If you want the best return on your money
Major brands: The full suite of La Quinta brands
Pros: High rewards value per dollar spent, points are shareable between accounts
Cons: Restrictive blackout dates, fewer hotels
Reward value per $100 spent: $14.17
In perhaps the most surprising revelation of the study, budget chain La Quinta gives guests the most for their money, with $14.11 in rewards per $100 spent. Wyndham was second with $12 per C-note, followed by Choice Hotels, Marriott, and Drury, all around the $11.50 range.
If you want to purchase points to earn free stays faster, consider the markup that your favorite chain is charging. To repeat, Wyndham discounts points that you purchase by about 11%, and is the only rewards program without a markup.

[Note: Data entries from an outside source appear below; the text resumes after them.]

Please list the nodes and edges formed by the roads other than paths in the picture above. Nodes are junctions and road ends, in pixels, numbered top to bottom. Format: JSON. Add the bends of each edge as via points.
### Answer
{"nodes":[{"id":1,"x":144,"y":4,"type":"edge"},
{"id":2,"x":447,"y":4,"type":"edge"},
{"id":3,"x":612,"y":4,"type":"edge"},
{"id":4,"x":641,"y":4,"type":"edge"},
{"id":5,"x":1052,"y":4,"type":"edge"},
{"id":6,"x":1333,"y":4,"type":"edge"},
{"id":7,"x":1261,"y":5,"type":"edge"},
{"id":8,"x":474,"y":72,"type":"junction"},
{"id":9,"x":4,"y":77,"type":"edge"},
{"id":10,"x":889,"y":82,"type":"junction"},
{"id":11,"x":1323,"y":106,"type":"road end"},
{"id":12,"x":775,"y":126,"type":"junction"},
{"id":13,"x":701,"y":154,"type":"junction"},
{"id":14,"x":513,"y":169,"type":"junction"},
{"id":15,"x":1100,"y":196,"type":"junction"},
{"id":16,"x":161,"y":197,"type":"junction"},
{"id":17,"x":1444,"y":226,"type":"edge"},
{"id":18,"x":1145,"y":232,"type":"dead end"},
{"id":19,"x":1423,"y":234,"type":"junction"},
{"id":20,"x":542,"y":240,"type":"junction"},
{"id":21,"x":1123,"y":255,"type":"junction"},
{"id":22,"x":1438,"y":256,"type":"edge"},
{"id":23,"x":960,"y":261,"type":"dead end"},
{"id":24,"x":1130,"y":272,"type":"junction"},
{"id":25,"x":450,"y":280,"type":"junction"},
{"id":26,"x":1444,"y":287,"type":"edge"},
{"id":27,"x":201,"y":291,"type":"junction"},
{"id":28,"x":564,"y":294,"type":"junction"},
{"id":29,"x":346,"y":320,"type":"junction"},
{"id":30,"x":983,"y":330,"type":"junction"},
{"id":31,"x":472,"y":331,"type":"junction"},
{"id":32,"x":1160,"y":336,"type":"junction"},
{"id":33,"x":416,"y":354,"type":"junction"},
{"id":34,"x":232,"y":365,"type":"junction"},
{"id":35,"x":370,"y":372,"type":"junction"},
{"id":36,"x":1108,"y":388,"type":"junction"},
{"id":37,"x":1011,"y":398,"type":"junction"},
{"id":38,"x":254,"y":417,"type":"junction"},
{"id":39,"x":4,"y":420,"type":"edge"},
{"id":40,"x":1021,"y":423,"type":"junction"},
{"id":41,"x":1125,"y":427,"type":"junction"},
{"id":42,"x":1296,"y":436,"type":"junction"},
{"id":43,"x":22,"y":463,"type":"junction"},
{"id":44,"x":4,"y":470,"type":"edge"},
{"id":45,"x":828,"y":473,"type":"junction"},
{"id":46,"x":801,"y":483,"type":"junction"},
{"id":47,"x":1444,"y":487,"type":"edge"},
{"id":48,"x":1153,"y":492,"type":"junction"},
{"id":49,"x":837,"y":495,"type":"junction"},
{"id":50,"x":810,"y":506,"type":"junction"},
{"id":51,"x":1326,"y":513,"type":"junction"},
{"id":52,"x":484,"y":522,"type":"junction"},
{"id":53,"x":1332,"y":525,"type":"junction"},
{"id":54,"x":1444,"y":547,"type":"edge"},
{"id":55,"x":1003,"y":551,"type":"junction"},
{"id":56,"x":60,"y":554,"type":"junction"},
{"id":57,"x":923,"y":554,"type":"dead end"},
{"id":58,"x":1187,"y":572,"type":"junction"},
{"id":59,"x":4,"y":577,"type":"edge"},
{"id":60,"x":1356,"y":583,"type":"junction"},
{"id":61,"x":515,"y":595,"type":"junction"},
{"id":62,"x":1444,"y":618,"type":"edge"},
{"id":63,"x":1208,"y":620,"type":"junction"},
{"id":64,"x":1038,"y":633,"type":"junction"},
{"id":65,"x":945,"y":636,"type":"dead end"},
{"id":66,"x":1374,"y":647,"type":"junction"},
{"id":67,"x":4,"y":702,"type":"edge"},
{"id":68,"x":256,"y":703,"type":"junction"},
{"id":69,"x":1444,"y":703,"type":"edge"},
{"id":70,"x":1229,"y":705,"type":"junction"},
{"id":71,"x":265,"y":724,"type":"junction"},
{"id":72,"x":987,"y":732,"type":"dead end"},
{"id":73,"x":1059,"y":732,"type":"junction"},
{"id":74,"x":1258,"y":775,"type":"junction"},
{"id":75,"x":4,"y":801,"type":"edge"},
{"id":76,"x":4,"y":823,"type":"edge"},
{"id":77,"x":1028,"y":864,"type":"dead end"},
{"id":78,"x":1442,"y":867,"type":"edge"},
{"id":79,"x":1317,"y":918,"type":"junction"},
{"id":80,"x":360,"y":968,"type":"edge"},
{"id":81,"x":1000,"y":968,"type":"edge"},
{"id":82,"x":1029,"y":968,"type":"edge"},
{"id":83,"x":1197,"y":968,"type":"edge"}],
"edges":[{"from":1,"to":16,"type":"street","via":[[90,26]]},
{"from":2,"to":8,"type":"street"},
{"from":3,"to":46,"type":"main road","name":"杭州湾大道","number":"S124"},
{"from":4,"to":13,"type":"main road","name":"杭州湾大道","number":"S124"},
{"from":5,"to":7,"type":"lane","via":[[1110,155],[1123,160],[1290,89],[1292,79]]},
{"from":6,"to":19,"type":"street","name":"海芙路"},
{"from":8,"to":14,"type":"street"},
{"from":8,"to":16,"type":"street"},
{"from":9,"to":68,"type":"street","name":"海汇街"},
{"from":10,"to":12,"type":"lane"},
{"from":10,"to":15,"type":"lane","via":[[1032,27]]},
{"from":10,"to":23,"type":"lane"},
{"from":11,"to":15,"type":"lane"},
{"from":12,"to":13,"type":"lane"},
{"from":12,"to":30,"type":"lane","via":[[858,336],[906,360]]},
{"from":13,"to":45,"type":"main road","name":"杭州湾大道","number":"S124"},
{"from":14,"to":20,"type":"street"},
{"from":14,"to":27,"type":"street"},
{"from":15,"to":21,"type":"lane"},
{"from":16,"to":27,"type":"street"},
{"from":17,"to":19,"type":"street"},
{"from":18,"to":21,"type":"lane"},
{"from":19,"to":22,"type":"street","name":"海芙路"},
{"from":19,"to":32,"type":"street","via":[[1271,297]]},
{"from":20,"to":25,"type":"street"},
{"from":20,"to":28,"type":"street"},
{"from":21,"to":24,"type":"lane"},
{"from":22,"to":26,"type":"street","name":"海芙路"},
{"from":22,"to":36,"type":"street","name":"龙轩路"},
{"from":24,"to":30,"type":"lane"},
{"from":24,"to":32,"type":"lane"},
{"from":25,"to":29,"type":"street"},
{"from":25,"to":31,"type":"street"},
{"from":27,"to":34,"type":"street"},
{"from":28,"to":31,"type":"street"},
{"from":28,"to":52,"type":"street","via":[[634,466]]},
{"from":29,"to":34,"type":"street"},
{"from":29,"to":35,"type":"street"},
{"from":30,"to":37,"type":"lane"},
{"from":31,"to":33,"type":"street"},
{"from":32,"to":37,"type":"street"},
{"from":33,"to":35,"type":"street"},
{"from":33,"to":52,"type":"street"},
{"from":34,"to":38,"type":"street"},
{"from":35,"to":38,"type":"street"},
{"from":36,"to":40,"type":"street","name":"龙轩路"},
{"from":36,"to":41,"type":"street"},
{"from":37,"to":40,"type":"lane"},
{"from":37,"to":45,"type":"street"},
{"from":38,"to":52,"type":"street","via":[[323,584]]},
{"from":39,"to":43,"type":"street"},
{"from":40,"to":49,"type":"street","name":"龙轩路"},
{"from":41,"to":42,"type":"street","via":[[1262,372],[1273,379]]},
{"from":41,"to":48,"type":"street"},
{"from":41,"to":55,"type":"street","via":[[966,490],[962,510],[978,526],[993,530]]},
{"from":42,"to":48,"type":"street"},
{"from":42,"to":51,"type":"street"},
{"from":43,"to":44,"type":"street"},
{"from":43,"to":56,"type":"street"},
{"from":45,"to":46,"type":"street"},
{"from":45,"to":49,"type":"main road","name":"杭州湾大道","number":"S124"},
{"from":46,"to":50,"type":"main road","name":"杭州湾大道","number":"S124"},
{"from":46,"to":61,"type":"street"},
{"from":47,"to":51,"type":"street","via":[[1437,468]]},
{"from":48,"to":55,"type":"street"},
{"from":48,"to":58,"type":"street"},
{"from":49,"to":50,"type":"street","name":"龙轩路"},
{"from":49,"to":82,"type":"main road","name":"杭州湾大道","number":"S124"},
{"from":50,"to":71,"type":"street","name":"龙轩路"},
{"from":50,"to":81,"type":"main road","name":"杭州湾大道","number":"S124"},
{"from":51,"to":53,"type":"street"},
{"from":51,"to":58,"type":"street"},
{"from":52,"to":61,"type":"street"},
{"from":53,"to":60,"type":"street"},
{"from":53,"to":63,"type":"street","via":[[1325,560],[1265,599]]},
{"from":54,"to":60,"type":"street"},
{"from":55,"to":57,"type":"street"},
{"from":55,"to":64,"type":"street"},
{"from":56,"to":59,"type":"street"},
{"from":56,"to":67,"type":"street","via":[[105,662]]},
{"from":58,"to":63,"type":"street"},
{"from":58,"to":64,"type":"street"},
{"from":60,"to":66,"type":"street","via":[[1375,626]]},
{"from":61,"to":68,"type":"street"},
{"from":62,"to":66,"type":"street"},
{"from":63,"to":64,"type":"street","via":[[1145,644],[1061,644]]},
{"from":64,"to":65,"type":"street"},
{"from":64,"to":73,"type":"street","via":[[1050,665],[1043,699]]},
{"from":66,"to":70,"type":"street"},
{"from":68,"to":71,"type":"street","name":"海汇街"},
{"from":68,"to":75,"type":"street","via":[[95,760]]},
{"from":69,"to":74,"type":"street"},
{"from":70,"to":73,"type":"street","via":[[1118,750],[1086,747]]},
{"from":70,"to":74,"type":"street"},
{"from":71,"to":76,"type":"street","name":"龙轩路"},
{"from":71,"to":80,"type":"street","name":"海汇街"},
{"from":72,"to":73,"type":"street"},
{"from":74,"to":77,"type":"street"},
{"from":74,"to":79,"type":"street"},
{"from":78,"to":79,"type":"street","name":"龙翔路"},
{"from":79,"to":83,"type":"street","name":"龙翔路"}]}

On the other end of the spectrum, Hilton HHonors marks up points about 45%. La Quinta's markup of almost 11% was the smallest in the survey.
One thing to note about La Quinta, though, is it's the only chain with restrictive blackout dates. So you'll be disappointed if you try to redeem points to get your own room away from the fam at Thanksgiving or Christmastime.
The worst-rated program
Major brands: W Hotels, St. Regis, Sheraton, Westin, Le Méridien
Pros: Large number of hotels in top 10 US cities, number of international hotels
Cons: Some of its sister Marriott brands limit the earning and redemption of points, low rewards value per dollar spent, 26% markup on purchased points
Reward value per dollar spent: $5.12
The Starwood Preferred Guest loyalty program was the only program to rate in single digits for total value across all levels of travel. It marked up its purchased points a whopping 26% (still behind Hilton HHonors' 45%). Even after the Marriott-Starwood merger, some Marriott properties have restrictions on Starwood members' earning or redeeming points at those hotels. You can find the fine print on that here.
Of course, not every traveler fits a specific profile, so WalletHub has a handy calculator that allows you to enter your annual hotel budget and see which program works best for you. And remember that no loyalty programs give points for anything booked through third-party vendors, so if you want to cash in, use the Orbitzes and Kayaks of the world to compare prices, then call the hotel directly to book.
No matter which program you're loyal to, there may always be a better one out there -- such is life. But hotels, facing new competition, still tend to treat their regular customers' loyalty better than the airlines. If only there were an Airbnb for airplanes.